How to complete this task -
Which lines in the records below contain the word "Flores"? Copy each one.

Records from a data collection:
== Segment start ==

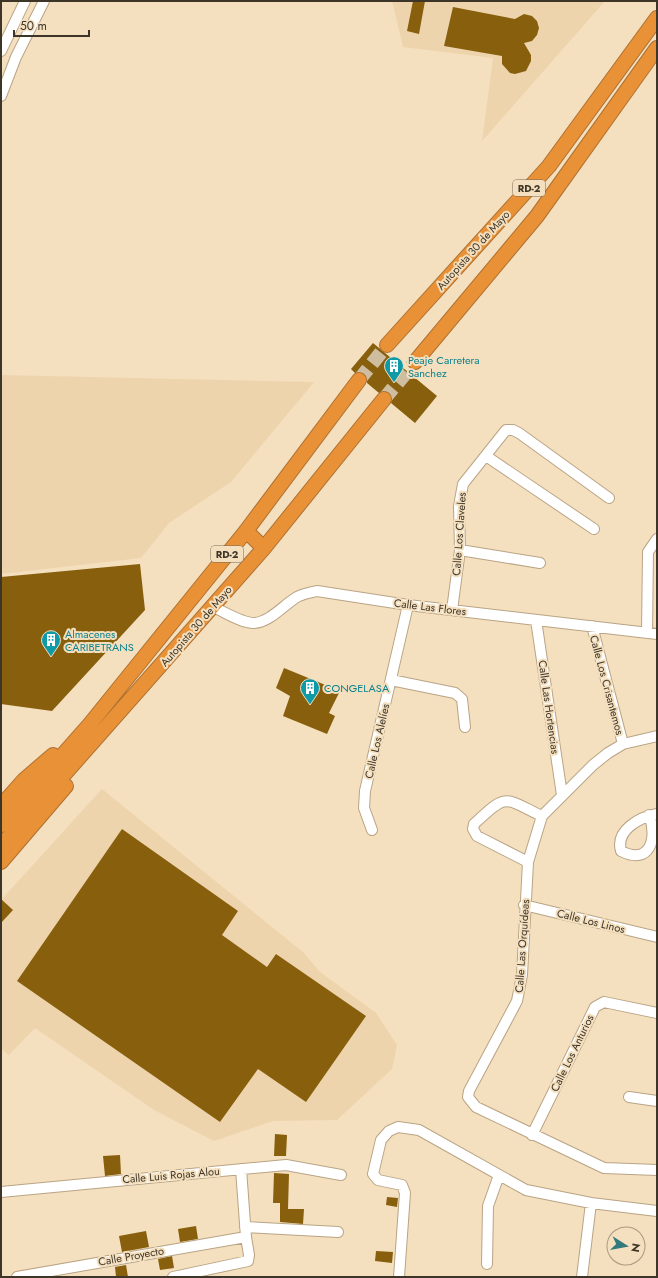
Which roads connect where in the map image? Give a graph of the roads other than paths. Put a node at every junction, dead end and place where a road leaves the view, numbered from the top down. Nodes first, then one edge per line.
1 (25, 1) edge
2 (44, 1) edge
3 (657, 18) edge
4 (657, 48) edge
5 (1, 51) edge
6 (1, 96) edge
7 (387, 345) tunnel mouth
8 (415, 362) tunnel mouth
9 (359, 380) tunnel mouth
10 (384, 399) tunnel mouth
11 (486, 456) junction
12 (609, 498) dead end
13 (594, 529) dead end
14 (246, 531) junction
15 (657, 539) edge
16 (264, 548) junction
17 (460, 550) junction
18 (540, 563) dead end
19 (408, 605) junction
20 (214, 607) junction
21 (452, 610) junction
22 (536, 620) junction
23 (592, 626) junction
24 (652, 633) edge
25 (391, 680) junction
26 (90, 724) junction
27 (110, 725) junction
28 (465, 727) dead end
29 (657, 736) edge
30 (623, 744) junction
31 (562, 795) junction
32 (31, 801) junction
33 (1, 806) edge
34 (542, 816) junction
35 (1, 825) edge
36 (372, 830) dead end
37 (1, 846) edge
38 (1, 862) edge
39 (528, 862) junction
40 (524, 905) junction
41 (657, 937) edge
42 (657, 1013) edge
43 (629, 1097) dead end
44 (657, 1101) edge
45 (532, 1135) junction
46 (241, 1169) junction
47 (657, 1170) edge
48 (341, 1175) dead end
49 (499, 1175) junction
50 (1, 1192) edge
51 (591, 1203) junction
52 (657, 1211) edge
53 (246, 1232) junction
54 (338, 1232) dead end
55 (487, 1264) dead end
56 (17, 1277) edge
57 (173, 1277) edge
58 (399, 1277) edge
59 (582, 1277) edge

1 - 5 street
2 - 6 street
3 - 7 highway, Autopista 30 de Mayo / RD-2
4 - 8 highway, RD-2
9 - 14 highway, Autopista 30 de Mayo / RD-2
10 - 16 highway, Autopista 30 de Mayo / RD-2
11 - 12 street, Calle Los Claveles
11 - 13 street
11 - 17 street, Calle Los Claveles
14 - 16 highway
14 - 26 highway, Autopista 30 de Mayo / RD-2
15 - 24 street
16 - 20 highway, Autopista 30 de Mayo / RD-2
17 - 18 street
17 - 21 street, Calle Los Claveles
19 - 20 street, Calle Las Flores
19 - 21 street, Calle Las Flores
19 - 25 street, Calle Los Alelíes
20 - 27 highway, Autopista 30 de Mayo / RD-2
21 - 22 street, Calle Las Flores
22 - 23 street, Calle Las Flores
22 - 31 street, Calle Las Hortencias
23 - 24 street, Calle Las Flores
23 - 30 street, Calle Los Crisantemos
25 - 28 street
25 - 36 street, Calle Los Alelíes
26 - 32 highway, Autopista 30 de Mayo / RD-2
26 - 33 highway
27 - 32 highway, Autopista 30 de Mayo / RD-2
27 - 38 highway
29 - 30 street, Calle Las Orquídeas
30 - 31 street, Calle Las Orquídeas
31 - 34 street, Calle Las Orquídeas
32 - 35 highway, Autopista 30 de Mayo / RD-2
32 - 37 highway, Autopista 30 de Mayo / RD-2
34 - 39 street, Calle Las Orquídeas
34 - 39 street
39 - 40 street, Calle Las Orquídeas
40 - 41 street, Calle Los Linos
40 - 45 street, Calle Las Orquídeas
42 - 45 street, Calle Los Anturios
43 - 44 street
45 - 47 street, Calle Las Orquídeas
46 - 48 street, Calle Luis Rojas Alou
46 - 50 street, Calle Luis Rojas Alou
46 - 53 street
49 - 51 street
49 - 55 street
49 - 58 street
51 - 52 street
51 - 59 street
53 - 54 street, Calle Proyecto
53 - 56 street, Calle Proyecto
53 - 57 street

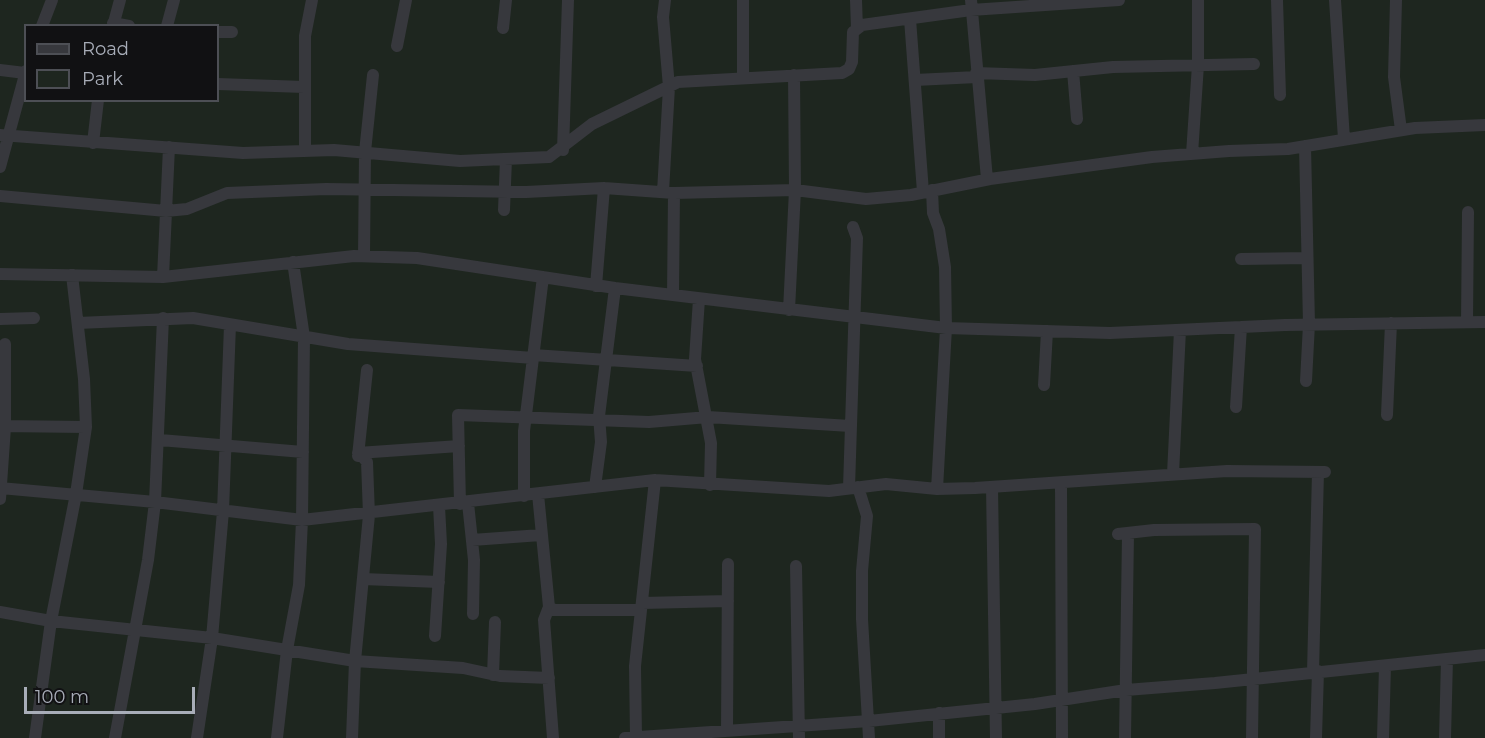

== Segment end ==

Solution to this problem -
19 - 20 street, Calle Las Flores
19 - 21 street, Calle Las Flores
21 - 22 street, Calle Las Flores
22 - 23 street, Calle Las Flores
23 - 24 street, Calle Las Flores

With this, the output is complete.